O medo é filho deste instinto de sobrevivência, e, no final das contas, a sua ferramenta prática. Ele é certamente um dos males liberados por Pandora no mito, mas, sem ele, seria mais difícil de estarmos aqui. Viram como o sinal se inverte? Levados ao extremo, os próprios males comprovam ter um lugar nas cadeias consequencialistas dos fenômenos do universo.

No final das contas, a medida está no ponto onde a vida vale a pena, onde o balanço entre dores e prazeres pende irresistivelmente para o primeiro lado, e na insistência que fazemos em ainda ter projetos onde eles não podem prosperar. É aqui onde a assertiva de Nietzsche parece contraditória. Quando lembramos que ele é um defensor da vida levada pelo caminho da tragédia grega, com tudo o que ela carrega em si mesma, fica estranho achar que a esperança, ou seja, a vida vivida em seu limite, seja um mal. Pior ainda, o mal dos males.
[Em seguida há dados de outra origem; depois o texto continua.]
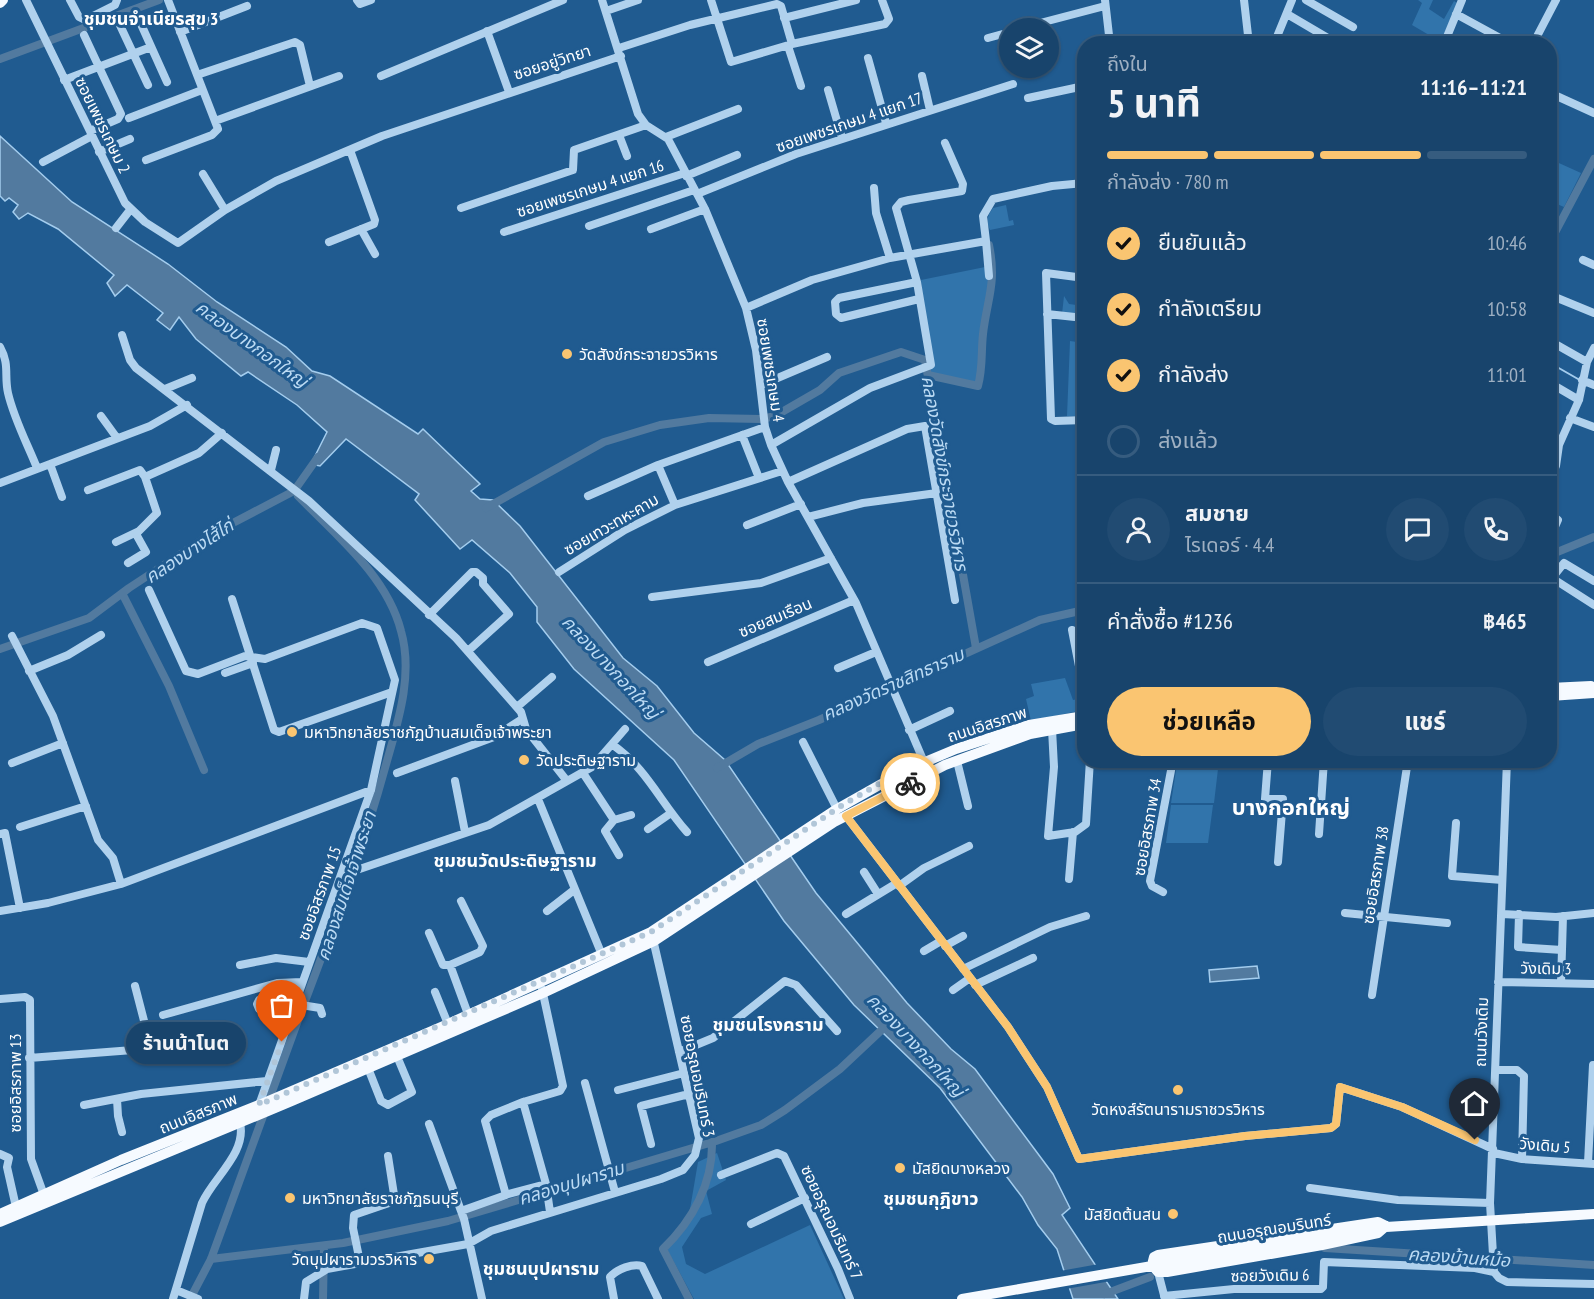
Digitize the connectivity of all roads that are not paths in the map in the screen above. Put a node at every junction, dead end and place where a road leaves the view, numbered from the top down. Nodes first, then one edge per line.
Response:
1 (26, 0) edge
2 (70, 0) edge
3 (117, 0) edge
4 (168, 0) edge
5 (562, 0) edge
6 (602, 0) edge
7 (638, 0) edge
8 (711, 0) edge
9 (856, 0) edge
10 (882, 0) edge
11 (1244, 0) edge
12 (1292, 0) edge
13 (1306, 0) edge
14 (1462, 0) edge
15 (1556, 0) edge
16 (1105, 3) edge
17 (754, 4) edge
18 (247, 6) dead end
19 (606, 11) junction
20 (136, 13) dead end
21 (1287, 14) junction
22 (1456, 14) junction
23 (717, 17) junction
24 (784, 18) junction
25 (1055, 18) edge
26 (118, 21) dead end
27 (1353, 27) dead end
28 (487, 31) junction
29 (180, 32) junction
30 (84, 35) dead end
31 (999, 35) edge
32 (1109, 36) edge
33 (1249, 36) edge
34 (1277, 36) edge
35 (1324, 36) edge
36 (1447, 36) edge
37 (1496, 36) edge
38 (1537, 36) edge
39 (988, 38) dead end
40 (790, 45) junction
41 (151, 47) junction
42 (134, 52) junction
43 (620, 52) junction
44 (868, 58) dead end
45 (99, 65) junction
46 (197, 75) junction
47 (339, 76) dead end
48 (381, 76) dead end
49 (922, 76) dead end
50 (64, 80) junction
51 (167, 82) dead end
52 (1013, 84) dead end
53 (148, 85) dead end
54 (310, 86) junction
55 (801, 86) dead end
56 (1077, 88) edge
57 (202, 90) junction
58 (828, 90) dead end
59 (508, 92) junction
60 (1557, 96) edge
61 (1028, 98) dead end
62 (738, 109) dead end
63 (930, 110) junction
64 (1594, 113) edge
65 (129, 118) dead end
66 (215, 121) junction
67 (886, 123) junction
68 (646, 125) junction
69 (91, 134) junction
70 (619, 135) junction
71 (666, 137) junction
72 (842, 138) junction
73 (130, 139) dead end
74 (945, 143) dead end
75 (350, 150) junction
76 (99, 152) junction
77 (737, 155) dead end
78 (627, 156) dead end
79 (146, 160) dead end
80 (43, 162) dead end
81 (202, 174) dead end
82 (685, 174) junction
83 (1077, 184) edge
84 (874, 188) dead end
85 (696, 192) junction
86 (461, 208) dead end
87 (705, 209) junction
88 (130, 210) junction
89 (225, 210) junction
90 (589, 226) dead end
91 (116, 228) dead end
92 (651, 229) dead end
93 (361, 230) junction
94 (504, 232) dead end
95 (329, 242) dead end
96 (986, 242) junction
97 (178, 243) joint
98 (375, 254) dead end
99 (909, 254) junction
100 (890, 258) junction
101 (1583, 260) dead end
102 (1594, 264) edge
103 (989, 276) dead end
104 (1077, 277) edge
105 (917, 282) junction
106 (1557, 298) edge
107 (919, 299) junction
108 (746, 308) junction
109 (1594, 313) edge
110 (1047, 314) junction
111 (1077, 317) edge
112 (122, 335) dead end
113 (1557, 345) edge
114 (0, 347) edge
115 (1594, 348) edge
116 (827, 357) dead end
117 (1587, 362) junction
118 (192, 378) dead end
119 (1582, 380) junction
120 (761, 385) junction
121 (1594, 385) edge
122 (1557, 387) edge
123 (165, 389) junction
124 (1579, 400) junction
125 (187, 405) junction
126 (101, 416) dead end
127 (1570, 418) junction
128 (1077, 420) edge
129 (765, 424) junction
130 (1594, 427) edge
131 (222, 433) junction
132 (742, 435) junction
133 (117, 438) junction
134 (771, 446) junction
135 (1557, 449) edge
136 (276, 450) dead end
137 (50, 464) junction
138 (658, 465) junction
139 (37, 468) junction
140 (271, 470) junction
141 (782, 471) junction
142 (145, 477) junction
143 (759, 478) junction
144 (788, 482) junction
145 (0, 483) edge
146 (88, 490) dead end
147 (937, 493) junction
148 (588, 496) dead end
149 (62, 497) dead end
150 (801, 504) junction
151 (675, 505) junction
152 (808, 517) junction
153 (747, 525) dead end
154 (136, 534) junction
155 (116, 542) dead end
156 (831, 558) junction
157 (128, 563) dead end
158 (559, 572) dead end
159 (1557, 572) edge
160 (1557, 581) edge
161 (1594, 581) edge
162 (149, 590) dead end
163 (652, 597) dead end
164 (232, 599) dead end
165 (854, 600) junction
166 (955, 600) dead end
167 (1594, 606) edge
168 (429, 615) junction
169 (1071, 630) dead end
170 (100, 635) dead end
171 (15, 641) dead end
172 (468, 651) junction
173 (876, 652) junction
174 (1077, 659) edge
175 (253, 660) junction
176 (708, 662) dead end
177 (838, 668) dead end
178 (29, 670) junction
179 (225, 673) dead end
180 (552, 677) dead end
181 (1594, 686) edge
182 (1557, 688) edge
183 (392, 692) junction
184 (1594, 693) edge
185 (1557, 696) edge
186 (517, 707) junction
187 (950, 711) dead end
188 (1077, 717) edge
189 (522, 719) junction
190 (1077, 725) edge
191 (625, 729) dead end
192 (1052, 729) junction
193 (909, 730) junction
194 (803, 742) dead end
195 (63, 743) junction
196 (613, 745) junction
197 (957, 761) junction
198 (924, 762) junction
199 (12, 764) dead end
200 (1090, 768) edge
201 (1171, 768) edge
202 (1267, 768) edge
203 (1323, 768) edge
204 (1407, 768) edge
205 (1506, 768) edge
206 (397, 773) dead end
207 (583, 773) junction
208 (928, 774) junction
209 (455, 781) dead end
210 (567, 782) junction
211 (371, 790) junction
212 (538, 799) junction
213 (86, 806) junction
214 (968, 806) dead end
215 (671, 813) junction
216 (631, 815) dead end
217 (837, 815) junction
218 (614, 819) junction
219 (1456, 823) dead end
220 (20, 827) dead end
221 (648, 829) dead end
222 (465, 832) junction
223 (687, 832) dead end
224 (1073, 832) junction
225 (0, 834) edge
226 (1319, 834) dead end
227 (969, 846) dead end
228 (619, 855) dead end
229 (1278, 862) dead end
230 (864, 873) dead end
231 (349, 874) junction
232 (1069, 879) dead end
233 (1502, 880) junction
234 (121, 884) junction
235 (898, 884) junction
236 (574, 890) junction
237 (1163, 892) dead end
238 (878, 894) junction
239 (461, 901) dead end
240 (20, 908) junction
241 (0, 911) edge
242 (547, 911) dead end
243 (1344, 913) dead end
244 (1594, 913) edge
245 (846, 914) dead end
246 (1502, 914) junction
247 (1519, 914) junction
248 (1086, 916) dead end
249 (1384, 916) junction
250 (1563, 916) junction
251 (1447, 923) dead end
252 (429, 933) dead end
253 (652, 936) junction
254 (963, 936) dead end
255 (943, 943) junction
256 (1562, 950) junction
257 (924, 951) dead end
258 (602, 955) junction
259 (1033, 958) dead end
260 (309, 962) junction
261 (240, 965) dead end
262 (450, 965) junction
263 (963, 969) junction
264 (973, 981) junction
265 (302, 982) junction
266 (1498, 982) junction
267 (1560, 983) junction
268 (1594, 984) edge
269 (135, 986) dead end
270 (542, 988) junction
271 (953, 990) dead end
272 (435, 992) dead end
273 (1372, 995) dead end
274 (0, 999) edge
275 (263, 999) dead end
276 (300, 1005) junction
277 (322, 1014) dead end
278 (468, 1014) junction
279 (164, 1015) dead end
280 (289, 1022) junction
281 (448, 1023) junction
282 (837, 1031) dead end
283 (679, 1052) junction
284 (29, 1058) junction
285 (399, 1060) dead end
286 (1593, 1065) edge
287 (368, 1068) junction
288 (1495, 1070) junction
289 (684, 1073) junction
290 (267, 1081) junction
291 (585, 1083) dead end
292 (618, 1090) dead end
293 (689, 1094) junction
294 (1593, 1096) edge
295 (117, 1099) junction
296 (524, 1102) junction
297 (84, 1105) dead end
298 (267, 1105) junction
299 (240, 1124) junction
300 (429, 1124) dead end
301 (122, 1132) dead end
302 (651, 1144) dead end
303 (1494, 1151) junction
304 (0, 1154) edge
305 (387, 1156) dead end
306 (1522, 1159) junction
307 (1591, 1164) edge
308 (721, 1175) dead end
309 (546, 1184) junction
310 (1310, 1188) dead end
311 (615, 1192) junction
312 (44, 1195) junction
313 (505, 1195) junction
314 (805, 1198) junction
315 (1490, 1203) junction
316 (16, 1207) junction
317 (550, 1212) junction
318 (0, 1214) edge
319 (1594, 1214) edge
320 (462, 1215) junction
321 (1491, 1220) junction
322 (0, 1222) edge
323 (751, 1224) dead end
324 (1386, 1226) junction
325 (469, 1243) junction
326 (360, 1262) junction
327 (1493, 1268) junction
328 (1158, 1272) junction
329 (1594, 1284) edge
330 (180, 1291) junction
331 (1165, 1298) edge
332 (173, 1299) edge
333 (198, 1299) edge
334 (304, 1299) edge
335 (482, 1299) edge
336 (614, 1299) edge
337 (658, 1299) edge
338 (850, 1299) edge
339 (962, 1299) edge

1 - 50 street, ซอยเพชรเกษม 2
2 - 3 street
4 - 29 street
5 - 28 street
6 - 19 street
7 - 19 street
8 - 23 street
9 - 24 street
10 - 40 street
11 - 33 street
12 - 21 street
13 - 27 street
14 - 22 street
15 - 38 street
16 - 25 street
16 - 32 street
17 - 23 street, ซอยอยู่วิทยา
17 - 24 street, ซอยอยู่วิทยา
18 - 29 street
19 - 43 street
20 - 41 street
21 - 34 street
21 - 35 street
22 - 36 street
22 - 37 street
23 - 40 street
23 - 43 street, ซอยอยู่วิทยา
24 - 40 street
26 - 42 street
28 - 48 street
28 - 59 street
29 - 46 street
30 - 45 street
31 - 39 street
40 - 55 street
41 - 42 street
41 - 51 street
42 - 45 street
42 - 53 street
43 - 59 street, ซอยอยู่วิทยา
43 - 68 street
44 - 67 street
45 - 50 street
45 - 69 street
46 - 54 street
46 - 57 street
47 - 54 street
49 - 63 street
50 - 69 street, ซอยเพชรเกษม 2
52 - 63 street, ซอยเพชรเกษม 4 แยก 17
54 - 66 street
56 - 61 street
57 - 65 street
57 - 66 street
58 - 72 street
59 - 75 street, ซอยอยู่วิทยา
60 - 64 street
62 - 71 street
63 - 67 street, ซอยเพชรเกษม 4 แยก 17
66 - 79 street
67 - 72 street, ซอยเพชรเกษม 4 แยก 17
68 - 70 street
68 - 71 street
69 - 76 street, ซอยเพชรเกษม 2
69 - 80 street
70 - 78 street
70 - 86 street
71 - 82 street, ซอยเพชรเกษม 4
72 - 85 street, ซอยเพชรเกษม 4 แยก 17
73 - 76 street
74 - 99 street
75 - 89 street, ซอยอยู่วิทยา
75 - 93 street
76 - 88 street, ซอยเพชรเกษม 2
77 - 82 street, ซอยเพชรเกษม 4 แยก 16
81 - 89 street
82 - 85 street, ซอยเพชรเกษม 4
82 - 94 street, ซอยเพชรเกษม 4 แยก 16
83 - 96 street
84 - 100 street
85 - 87 street, ซอยเพชรเกษม 4
85 - 90 street, ซอยเพชรเกษม 4 แยก 17
87 - 92 street
87 - 108 street, ซอยเพชรเกษม 4
88 - 91 street
88 - 97 street, ซอยเพชรเกษม 2
89 - 97 street, ซอยอยู่วิทยา
93 - 95 street
93 - 98 street
96 - 99 street
96 - 103 street
99 - 100 street
99 - 105 street
100 - 108 street
101 - 102 street
104 - 110 street
105 - 107 street
105 - 107 street
106 - 109 street
107 - 134 street
108 - 120 street, ซอยเพชรเกษม 4
110 - 111 street
110 - 128 street
112 - 123 street
113 - 117 street
114 - 139 street
115 - 117 street
116 - 120 street
117 - 119 street
118 - 123 street
119 - 121 street
119 - 124 street
120 - 129 street, ซอยเพชรเกษม 4
122 - 124 street
123 - 125 street
124 - 127 street
125 - 131 street
125 - 133 street
126 - 133 street
127 - 130 street
127 - 135 street
129 - 132 street, ซอยเทวะทหะคาม
129 - 134 street, ซอยเพชรเกษม 4
131 - 140 street
131 - 142 street
132 - 138 street, ซอยเทวะทหะคาม
132 - 143 street
133 - 137 street
134 - 141 street, ซอยเพชรเกษม 4
136 - 140 street
137 - 139 street
137 - 149 street
138 - 148 street, ซอยเทวะทหะคาม
138 - 151 street
139 - 145 street
140 - 168 street
141 - 143 street, ซอยเทวะทหะคาม
141 - 144 street, ซอยเพชรเกษม 4
142 - 146 street
142 - 154 street
143 - 151 street, ซอยเทวะทหะคาม
144 - 147 street
144 - 150 street, ซอยเพชรเกษม 4
147 - 152 street
147 - 166 street
150 - 152 street, ซอยเพชรเกษม 4
150 - 153 street
151 - 158 street, ซอยเทวะทหะคาม
152 - 156 street, ซอยเพชรเกษม 4
154 - 155 street
154 - 157 street
156 - 163 street
156 - 165 street, ซอยเพชรเกษม 4
159 - 161 street
160 - 167 street
162 - 175 street
164 - 175 street
165 - 173 street, ซอยเพชรเกษม 4
165 - 176 street, ซอยสมเรือน
168 - 172 street
168 - 172 street
169 - 174 street
170 - 178 street
171 - 178 street
172 - 186 street
173 - 177 street
173 - 193 street, ซอยเพชรเกษม 4
175 - 179 street
175 - 183 street
175 - 183 street, ซอยอิสรภาพ 15
178 - 195 street
180 - 186 street
181 - 182 main road
183 - 211 street, ซอยอิสรภาพ 15
184 - 185 main road
186 - 189 street
187 - 193 street
188 - 198 main road, ถนนอิสรภาพ
189 - 206 street
189 - 210 street
190 - 192 main road
191 - 196 street
192 - 197 main road
192 - 224 street
193 - 198 street, ซอยเพชรเกษม 4
194 - 217 street
195 - 199 street
195 - 213 street
196 - 207 street
196 - 215 street
197 - 208 main road
197 - 214 street
198 - 208 main road
198 - 217 main road, ถนนอิสรภาพ
200 - 224 street
201 - 237 street, ซอยอิสรภาพ 34
202 - 229 street
203 - 226 street
204 - 249 street, ซอยอิสรภาพ 38
205 - 233 street, ถนนวังเดิม
207 - 210 street
207 - 218 street
208 - 217 main road
209 - 222 street
210 - 212 street
211 - 231 street, ซอยอิสรภาพ 15
211 - 234 street
212 - 222 street
212 - 236 street
213 - 220 street
213 - 234 street
215 - 221 street
215 - 223 street
216 - 218 street
217 - 235 street
217 - 253 main road, ถนนอิสรภาพ
218 - 228 street
219 - 233 street
222 - 231 street
224 - 232 street
225 - 240 street
227 - 235 street
230 - 238 street
231 - 260 street, ซอยอิสรภาพ 15
233 - 246 street, ถนนวังเดิม
234 - 240 street
235 - 238 street
235 - 255 street
236 - 242 street
236 - 258 street
238 - 245 street
239 - 262 street
240 - 241 street
243 - 249 street
244 - 250 street
246 - 247 street
246 - 266 street, ถนนวังเดิม
247 - 250 street
247 - 256 street
248 - 263 street
249 - 251 street
249 - 273 street, ซอยอิสรภาพ 38
250 - 256 street
252 - 262 street
253 - 258 main road, ถนนอิสรภาพ
253 - 270 main road
253 - 283 street, ซอยอรุณอมรินทร์ 3
254 - 255 street
255 - 257 street
255 - 263 street
256 - 267 street
258 - 270 main road, ถนนอิสรภาพ
259 - 264 street
260 - 261 street
260 - 265 street, ซอยอิสรภาพ 15
262 - 278 street
263 - 264 street
264 - 271 street
264 - 303 street, วังเดิม 5
265 - 276 street, ซอยอิสรภาพ 15
265 - 279 street
266 - 267 street, วังเดิม 3
266 - 288 street, ถนนวังเดิม
267 - 268 street, วังเดิม 3
269 - 284 street
270 - 278 main road, ถนนอิสรภาพ
270 - 287 main road
270 - 296 street
272 - 281 street
274 - 284 street, ซอยอิสรภาพ 13
275 - 280 street
276 - 277 street
276 - 280 street, ซอยอิสรภาพ 15
278 - 281 main road, ถนนอิสรภาพ
280 - 290 street, ซอยอิสรภาพ 15
281 - 298 main road, ถนนอิสรภาพ
282 - 283 street
283 - 289 street, ซอยอรุณอมรินทร์ 3
284 - 312 street, ซอยอิสรภาพ 13
285 - 287 street
286 - 294 street
287 - 298 main road
288 - 303 street, ถนนวังเดิม
288 - 306 street
289 - 292 street
289 - 293 street, ซอยอรุณอมรินทร์ 3
290 - 295 street
290 - 298 street, ซอยอิสรภาพ 15
291 - 311 street
293 - 302 street
293 - 311 street, ซอยอรุณอมรินทร์ 3
294 - 307 street
295 - 297 street
295 - 301 street
296 - 309 street
296 - 313 street
298 - 299 main road
298 - 312 main road, ถนนอิสรภาพ
299 - 322 main road
299 - 330 street
300 - 320 street
303 - 306 street, วังเดิม 5
303 - 315 street, ถนนวังเดิม
304 - 316 street
305 - 326 street
306 - 307 street, วังเดิม 5
308 - 314 street, ซอยอรุณอมรินทร์ 7
309 - 313 street
309 - 317 street
310 - 315 street
311 - 317 street, ซอยอรุณอมรินทร์ 3
312 - 316 main road, ถนนอิสรภาพ
313 - 320 street
314 - 323 street
314 - 338 street, ซอยอรุณอมรินทร์ 7
315 - 321 street, ถนนวังเดิม
316 - 318 main road, ถนนอิสรภาพ
317 - 325 street, ซอยอรุณอมรินทร์ 3
319 - 321 main road, ถนนอรุณอมรินทร์
320 - 325 street
321 - 324 main road, ถนนอรุณอมรินทร์
321 - 327 street, ถนนวังเดิม
324 - 328 main road
324 - 328 main road
324 - 339 main road, ถนนอรุณอมรินทร์
325 - 326 street, ซอยอรุณอมรินทร์ 3
325 - 335 street
326 - 334 street, ซอยอรุณอมรินทร์ 3
327 - 329 street
327 - 331 street, ซอยวังเดิม 6
328 - 331 street
330 - 332 street
330 - 333 street
336 - 337 street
Na verdade, a questão é outra: Nietzsche se posiciona exatamente contra a ilusão da esperança, o que justamente impede de ver a vida como ela é. O amor fati não pode acontecer se ficar refreado por uma esperança que se fixa a um mundo ideal e infactível. Esse é o grande ponto de Nietzsche contra a esperança.

A própria palavra esperança explica esse sentido. Ela denuncia que ficamos à espera, que aguardamos sentados enquanto os navios passam ao longe, e nisso reside seu mal. É que ficamos muito acostumados às assertivas religiosas de que a esperança é o tempo de aguardar por um mundo eterno mais justo, mas isso acaba ocultando o quanto essa atitude é engessante. Quem espera nunca alcança, deveria ser o ditado popular, porque não se move, não busca, não combate, e, em resumo, não cai no fluxo da vida e a incorpora à sua própria existência. Basicamente, essa é a maneira com a qual Nietzsche encara o mito de Pandora.

Sendo assim, pisar na merda não deixa de ser um mal, e ficar na esperança de que o tempo vai limpar o corredor de entrada do prédio só vai fazer com que o fedor aumente. Bons ventos a todos!

Recomendação de leitura:

Como vários outros mitos, o de Pandora está espalhado em diversos escritos e na tradição oral. A obra abaixo é onde ele é tratado com uma versão relativamente bem detalhada.

HESÍODO. Os trabalhos e os dias. Curitiba: Segesta, 2012.

* O Tártaro é uma espécie de inferno da cultura grega, um submundo onde há dor e punições àqueles que ousaram contra os deuses. Semelhante ao xeol judaico? Muito. Uma mera coincidência? Sei não.

** Ou vaso, ou caixa, dependendo da narrativa. Tem até um termo usado em Portugal que não cabe bem usar no Brasil, para evitar mal-entendidos.